医療保険とは病気や怪我の治療費を軽減することを目的とした保険ですが、契約時に定めた保険期間の間、一定の金額を支払い続けることで、一定の保障を受ける保険です。この医療保険、保険期間が一定期間(5年や10年など)の定期医療保険と、保険期間が一生涯の終身医療保険の2種類が存在します。
昨今は終身医療保険に人気が集中しがちですが、もちろん定期医療保険にもメリットはあります。医療保険に何を求めるのかが一番重要なことですので、それぞれのメリットとデメリットを徹底的に比較します。
保障期間を比較
<定期医療保険>
3年や5年、長いもので10年以上のものと、同じ商品でも複数の保障期間が設定されています。医療保険は子供が成長し大学を卒業するまででいいとか、大企業や公務員などグループ保険に医療部分が含まれており保険料が割安だ、ということを重視する方に適した保険です。
保障期間が区切られていることから、その時その時で時代に合った医療保険を選べるというメリットもありますが、契約年齢に制限(60歳とか70歳など)が設けられていることが多い為、高齢時への備え(個人年金や終身保険など)がない方にとって注意が必要な商品です。
<終身医療保険>
その名の通り、保障期間は一生涯となります。一度加入すれば一生涯の保障が続くのが特徴であり、ガンや心筋梗塞など特定の病気にかかると、以降の支払いが免除(リビングニーズ特約)される期間が長い、ということを重視する方に適した保険です。
医療技術の向上により入院患者の入院日数は年々減少する中通院を重視するような医療保険や、先進医療特約の付与、保険適用の範囲において全額を保障する商品など、加入時にはなかったような商品が次々と発売されています。新しい商品に魅力を感じても、加入時に契約した内容が継続されるため、こうしたことを重視される方にとって注意が必要な商品です。
保険料を比較
定期医療保険と終身医療保険双方の取り扱いがあるA社の商品で比較します。
条件を揃えるため、保障内容は入院日額1万円/日のみの基本プランで比較します。
定期 | 終身(終身払) | 終身(60歳払) | |
29歳 | 1,660 | 1,640 | 2,720 |
39歳 | 1,870 | 2,370 | 4,880 |
49歳 | 2,790 | 3,650 | 11,410 |
59歳 | 5,510 | 5,990 | – |
69歳 | 9,960 | 9,940 | – |
50歳以下で10年以下の保障が必要という方にとっては、定期医療保険は最も安い商品となります。しかし、重要なのは生涯にわたり総支払額はいくらかかるかです。
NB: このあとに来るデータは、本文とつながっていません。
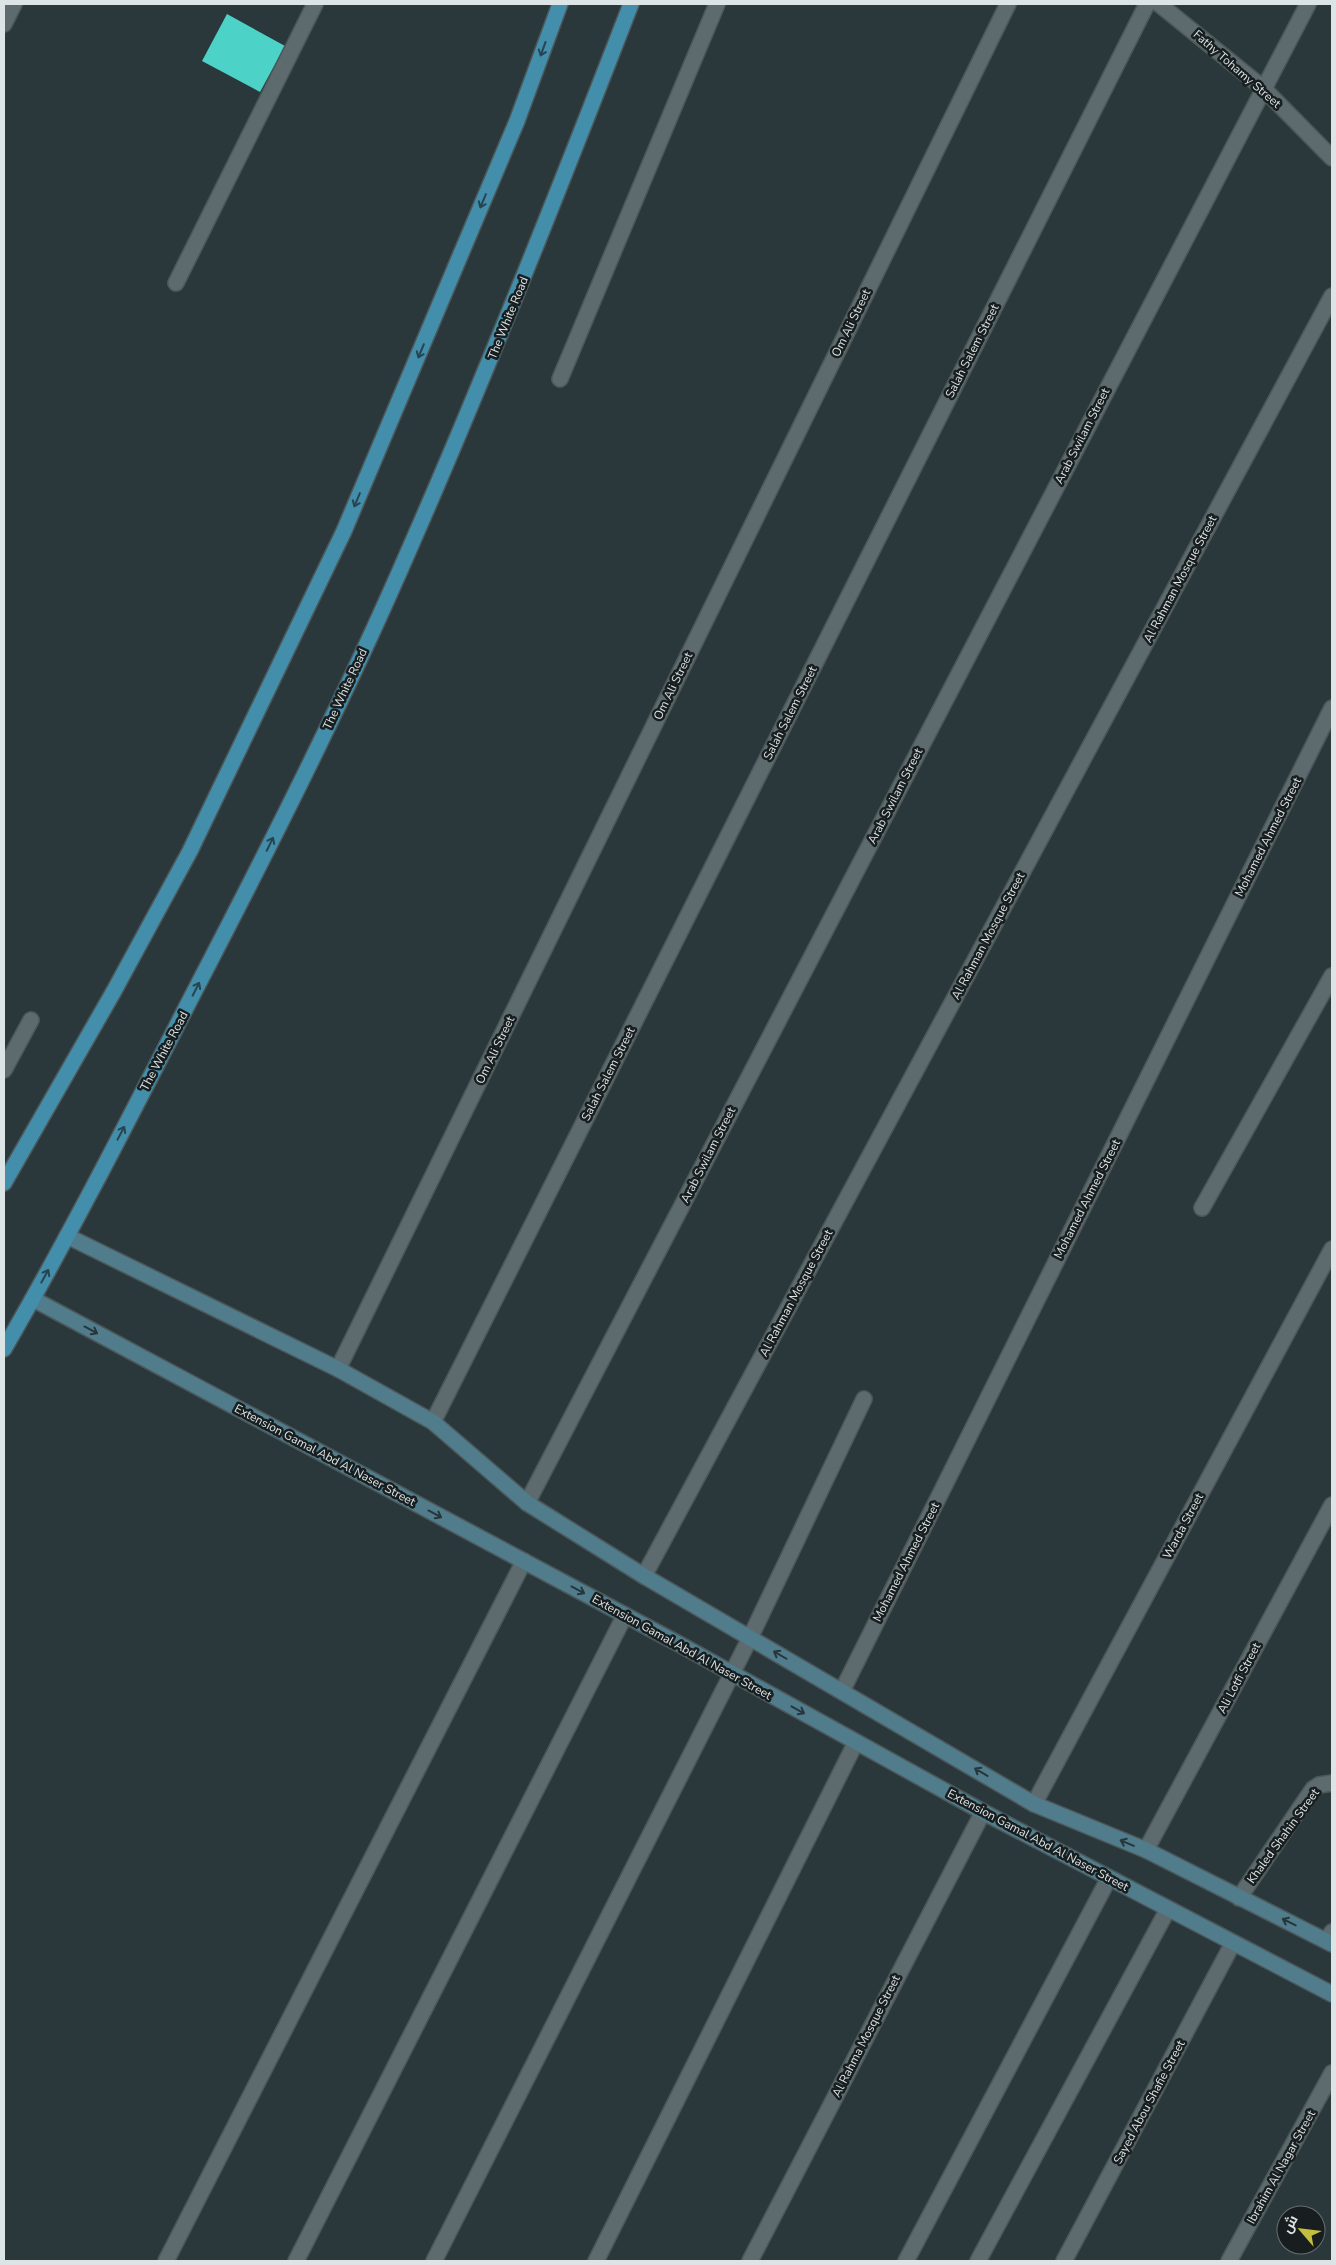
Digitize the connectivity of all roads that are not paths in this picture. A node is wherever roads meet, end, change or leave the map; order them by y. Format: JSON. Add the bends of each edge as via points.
{"nodes":[{"id":1,"x":14,"y":4,"type":"edge"},
{"id":2,"x":315,"y":4,"type":"edge"},
{"id":3,"x":560,"y":4,"type":"edge"},
{"id":4,"x":632,"y":4,"type":"edge"},
{"id":5,"x":717,"y":4,"type":"edge"},
{"id":6,"x":1008,"y":4,"type":"edge"},
{"id":7,"x":1147,"y":4,"type":"edge"},
{"id":8,"x":1159,"y":4,"type":"edge"},
{"id":9,"x":1308,"y":4,"type":"edge"},
{"id":10,"x":4,"y":24,"type":"edge"},
{"id":11,"x":1264,"y":88,"type":"junction"},
{"id":12,"x":1332,"y":158,"type":"edge"},
{"id":13,"x":176,"y":283,"type":"dead end"},
{"id":14,"x":1332,"y":296,"type":"edge"},
{"id":15,"x":560,"y":379,"type":"dead end"},
{"id":16,"x":1332,"y":708,"type":"edge"},
{"id":17,"x":1332,"y":976,"type":"edge"},
{"id":18,"x":31,"y":1020,"type":"dead end"},
{"id":19,"x":4,"y":1070,"type":"edge"},
{"id":20,"x":4,"y":1182,"type":"edge"},
{"id":21,"x":1202,"y":1208,"type":"dead end"},
{"id":22,"x":67,"y":1236,"type":"junction"},
{"id":23,"x":1332,"y":1249,"type":"edge"},
{"id":24,"x":33,"y":1299,"type":"junction"},
{"id":25,"x":4,"y":1349,"type":"edge"},
{"id":26,"x":338,"y":1369,"type":"junction"},
{"id":27,"x":864,"y":1399,"type":"dead end"},
{"id":28,"x":433,"y":1422,"type":"junction"},
{"id":29,"x":527,"y":1503,"type":"junction"},
{"id":30,"x":1332,"y":1505,"type":"edge"},
{"id":31,"x":524,"y":1561,"type":"junction"},
{"id":32,"x":644,"y":1576,"type":"junction"},
{"id":33,"x":625,"y":1615,"type":"junction"},
{"id":34,"x":750,"y":1638,"type":"junction"},
{"id":35,"x":731,"y":1673,"type":"junction"},
{"id":36,"x":842,"y":1691,"type":"junction"},
{"id":37,"x":856,"y":1742,"type":"junction"},
{"id":38,"x":1332,"y":1783,"type":"edge"},
{"id":39,"x":1034,"y":1804,"type":"junction"},
{"id":40,"x":983,"y":1812,"type":"junction"},
{"id":41,"x":1146,"y":1850,"type":"junction"},
{"id":42,"x":1109,"y":1878,"type":"junction"},
{"id":43,"x":1239,"y":1898,"type":"junction"},
{"id":44,"x":1168,"y":1909,"type":"junction"},
{"id":45,"x":1331,"y":1939,"type":"edge"},
{"id":46,"x":1233,"y":1943,"type":"junction"},
{"id":47,"x":1332,"y":1994,"type":"edge"},
{"id":48,"x":1332,"y":2073,"type":"edge"},
{"id":49,"x":166,"y":2261,"type":"edge"},
{"id":50,"x":296,"y":2261,"type":"edge"},
{"id":51,"x":434,"y":2261,"type":"edge"},
{"id":52,"x":596,"y":2261,"type":"edge"},
{"id":53,"x":750,"y":2261,"type":"edge"},
{"id":54,"x":906,"y":2261,"type":"edge"},
{"id":55,"x":978,"y":2261,"type":"edge"},
{"id":56,"x":1064,"y":2261,"type":"edge"},
{"id":57,"x":1230,"y":2261,"type":"edge"}],
"edges":[{"from":1,"to":10,"type":"street"},
{"from":2,"to":13,"type":"street"},
{"from":3,"to":20,"type":"main road","one_way":true,"via":[[517,121],[344,531],[190,851]]},
{"from":22,"to":4,"type":"main road","name":"The White Road","one_way":true,"via":[[253,880],[410,548],[497,346]]},
{"from":5,"to":15,"type":"street"},
{"from":6,"to":26,"type":"street","name":"Om Ali Street"},
{"from":7,"to":28,"type":"street","name":"Salah Salem Street"},
{"from":8,"to":11,"type":"street","name":"Fathy Tohamy Street"},
{"from":9,"to":11,"type":"street","name":"Arab Swilam Street"},
{"from":11,"to":12,"type":"street","name":"Fathy Tohamy Street"},
{"from":11,"to":29,"type":"street","name":"Arab Swilam Street"},
{"from":14,"to":32,"type":"street","name":"Al Rahman Mosque Street"},
{"from":16,"to":36,"type":"street","name":"Mohamed Ahmed Street"},
{"from":17,"to":21,"type":"street"},
{"from":18,"to":19,"type":"street"},
{"from":24,"to":22,"type":"main road","name":"The White Road","one_way":true},
{"from":22,"to":26,"type":"street"},
{"from":23,"to":39,"type":"street","name":"Warda Street"},
{"from":24,"to":25,"type":"main road","name":"The White Road"},
{"from":24,"to":31,"type":"street","name":"Extension Gamal Abd Al Naser Street","one_way":true},
{"from":26,"to":28,"type":"street"},
{"from":27,"to":34,"type":"street"},
{"from":28,"to":29,"type":"street"},
{"from":29,"to":32,"type":"street"},
{"from":30,"to":41,"type":"street","name":"Ali Lotfi Street"},
{"from":31,"to":33,"type":"street","name":"Extension Gamal Abd Al Naser Street","one_way":true},
{"from":31,"to":49,"type":"street"},
{"from":32,"to":34,"type":"street"},
{"from":33,"to":35,"type":"street","name":"Extension Gamal Abd Al Naser Street"},
{"from":33,"to":50,"type":"street"},
{"from":34,"to":35,"type":"street"},
{"from":36,"to":34,"type":"street","one_way":true},
{"from":35,"to":37,"type":"street","name":"Extension Gamal Abd Al Naser Street","one_way":true},
{"from":35,"to":51,"type":"street"},
{"from":39,"to":36,"type":"street","one_way":true},
{"from":37,"to":40,"type":"street","name":"Extension Gamal Abd Al Naser Street"},
{"from":37,"to":52,"type":"street"},
{"from":38,"to":43,"type":"street","name":"Khaled Shahin Street","via":[[1313,1789]]},
{"from":41,"to":39,"type":"street","one_way":true},
{"from":40,"to":42,"type":"street","name":"Extension Gamal Abd Al Naser Street"},
{"from":40,"to":53,"type":"street","name":"Al Rahma Mosque Street"},
{"from":41,"to":43,"type":"street"},
{"from":42,"to":44,"type":"street","name":"Extension Gamal Abd Al Naser Street"},
{"from":42,"to":54,"type":"street"},
{"from":45,"to":43,"type":"street","one_way":true},
{"from":44,"to":46,"type":"street","name":"Extension Gamal Abd Al Naser Street"},
{"from":44,"to":55,"type":"street"},
{"from":46,"to":47,"type":"street","name":"Extension Gamal Abd Al Naser Street"},
{"from":46,"to":56,"type":"street","name":"Sayed Abou Shafie Street"},
{"from":48,"to":57,"type":"street","name":"Ibrahim Al Nagar Street"}]}
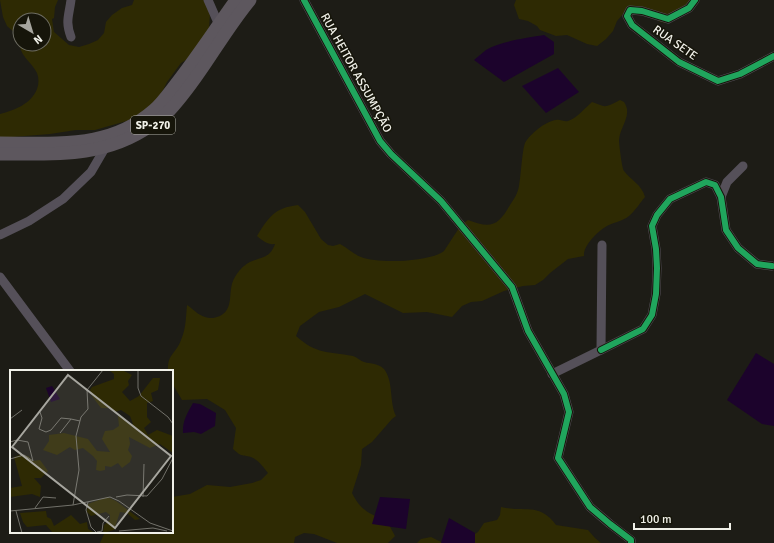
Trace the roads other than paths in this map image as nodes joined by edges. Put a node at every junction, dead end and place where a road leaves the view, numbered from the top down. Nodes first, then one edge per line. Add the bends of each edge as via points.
1 (72, 0) edge
2 (208, 0) edge
3 (236, 0) edge
4 (250, 0) edge
5 (304, 0) edge
6 (695, 0) edge
7 (219, 25) junction
8 (71, 36) dead end
9 (774, 56) edge
10 (0, 143) edge
11 (105, 148) junction
12 (0, 154) edge
13 (743, 166) dead end
14 (721, 197) junction
15 (0, 235) edge
16 (602, 245) dead end
17 (772, 266) dead end
18 (0, 277) edge
19 (601, 350) junction
20 (69, 370) edge
21 (552, 374) junction
22 (631, 543) edge

1 - 8 street via 67,20
2 - 7 street
3 - 7 highway, SP-270
4 - 11 highway, SP-270 via 196,77 162,118 140,133
5 - 21 street, RUA HEITOR ASSUMPÇÃO via 380,141 441,201 512,287 528,331
6 - 9 street, RUA SETE via 689,8 668,19 630,10 627,16 632,25 679,62 718,81 740,74
7 - 10 highway, SP-270 via 187,71 155,110 134,124 114,134 94,139 58,143
11 - 12 highway, SP-270 via 66,153
11 - 15 street via 91,172 63,199 29,221
13 - 14 street via 727,182
14 - 17 street via 726,230 738,248 757,264
14 - 19 street via 715,185 706,182 670,199 657,215 652,226 657,268 652,315 643,329
16 - 19 street
18 - 20 street
19 - 21 street
21 - 22 street, RUA HEITOR ASSUMPÇÃO via 564,394 569,412 558,458 590,507 631,540

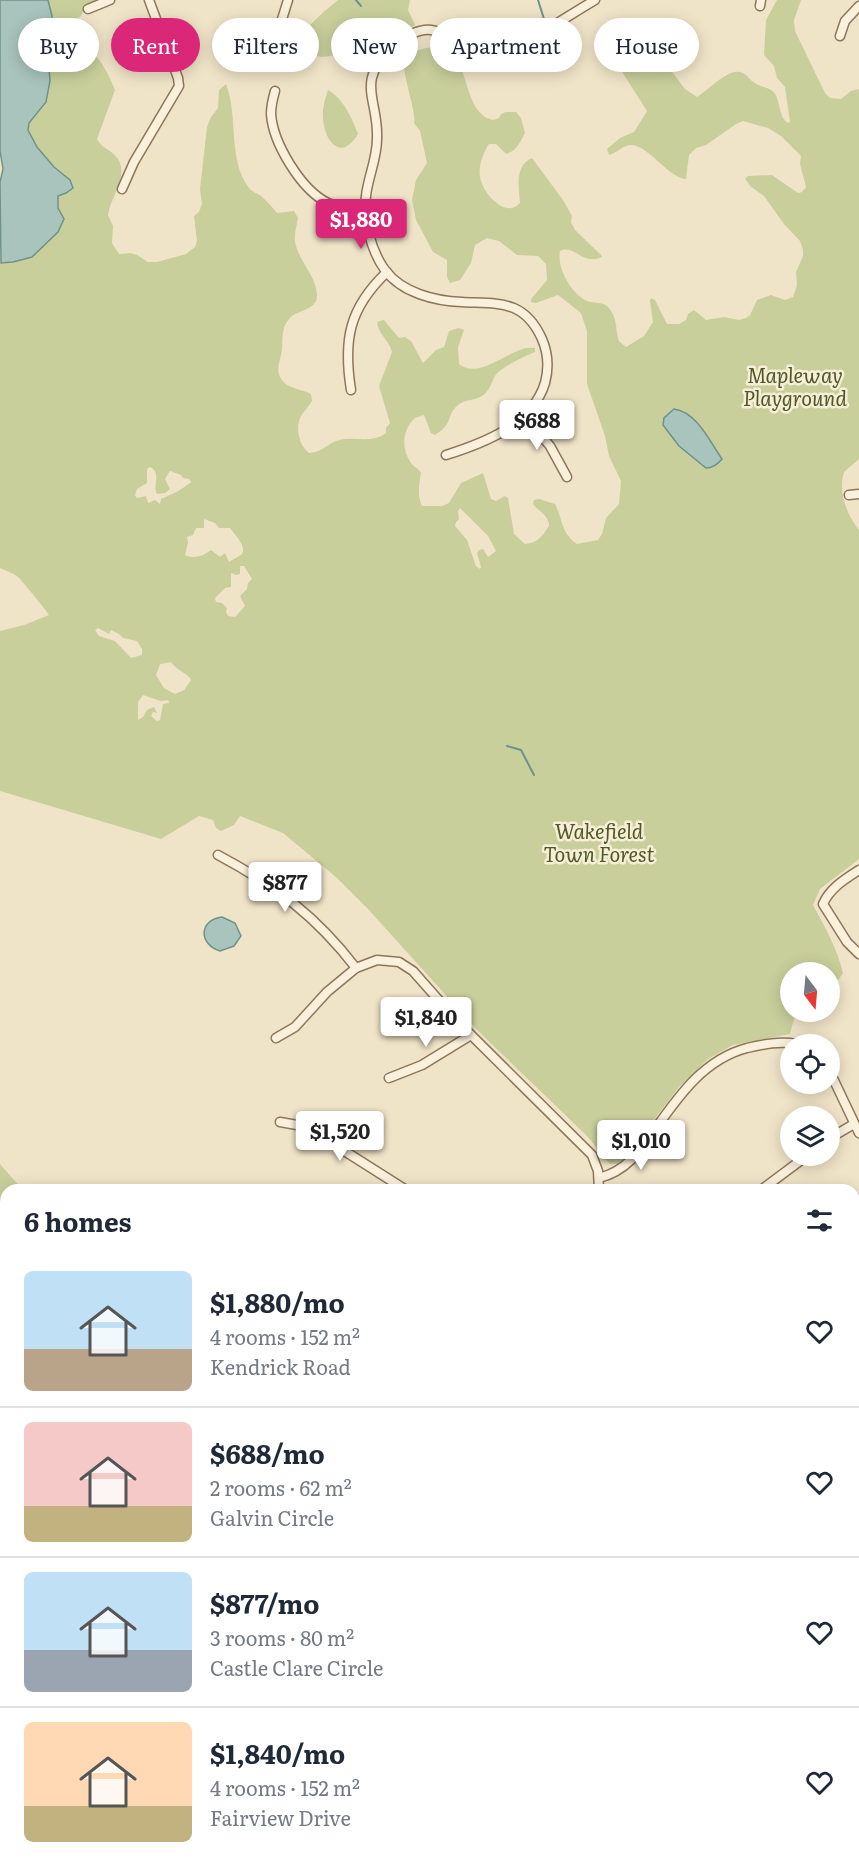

日本人の平均年齢より少し短めの79歳まで生存したとして生涯総支払額を検証します。
定期 | 終身(終身払) | 終身(60歳払) | |
29歳 | 2,614,800 | 984,000 | 1,011,840 |
39歳 | 2,415,600 | 1,137,600 | 1,229,760 |
49歳 | 2,191,200 | 1,314,000 | 1,506,120 |
59歳 | 1,856,400 | 1,437,600 | – |
69歳 | 1,195,200 | 1,192,800 | – |
終身医療保険の支払い方法の比較では、79歳までの生存と少し甘めの設定をしているため終身払いに少し有利な数字が出ていますがそれほどの差はなく、平均寿命以上生きて得をするか早くに亡くなって損をするか程度の違いというのが実情です。ただ、インフレへの対応という面では、若いうちに支払い額が少ない終身払いの方が優れていると考えます。
かたや、定期医療保険と終身医療保険を比較した場合、若ければ若くに加入するほど、終身医療保険の優位性が目立ちます。保険会社の変更等定期医療保険はフレキシブルに対応できる一方、支払額を重視するのであれば終身医療保険は魅了的な商品となります。
インフレへの対応という面でも、定期医療保険と終身医療保険終身払いを比較しても、支払い額にそれほど大きな差がないため、保険料においては、終身医療保険の方が有利に働くことが多いかもしれません。
メリット・デメリットを比較
定期医療保険 | 終身医療保険 | |
保障 期間 |
一定期間(5、10年等)
<メリット> |
一生涯
<メリット>
|
保険 料 |
契約・更新時の年齢により支払額は変動する
<メリット>
|
契約時の年齢で支払額は一生固定
<メリット> <デメリット> |
医療保険に入り続けるという方は、定期型よりも終身型のほうにメリットを感じるかもしれませんし、医療保険は若いうちだけで老後の医療費は貯蓄や年金保険等でカバーするという方は、定期医療保険のほうにメリットを感じるかもしれません。
まとめ
ライフスタイルや、個々人の考え方、加入年齢によりよく考えて医療保険を選択していただければと思いますが、ここでは医療保険に加入することを前提として、どのタイプの医療保険が良いか比較検討してきました。
そもそも医療保険が不要という考えもありますので、別の記事にてご紹介したいと思います。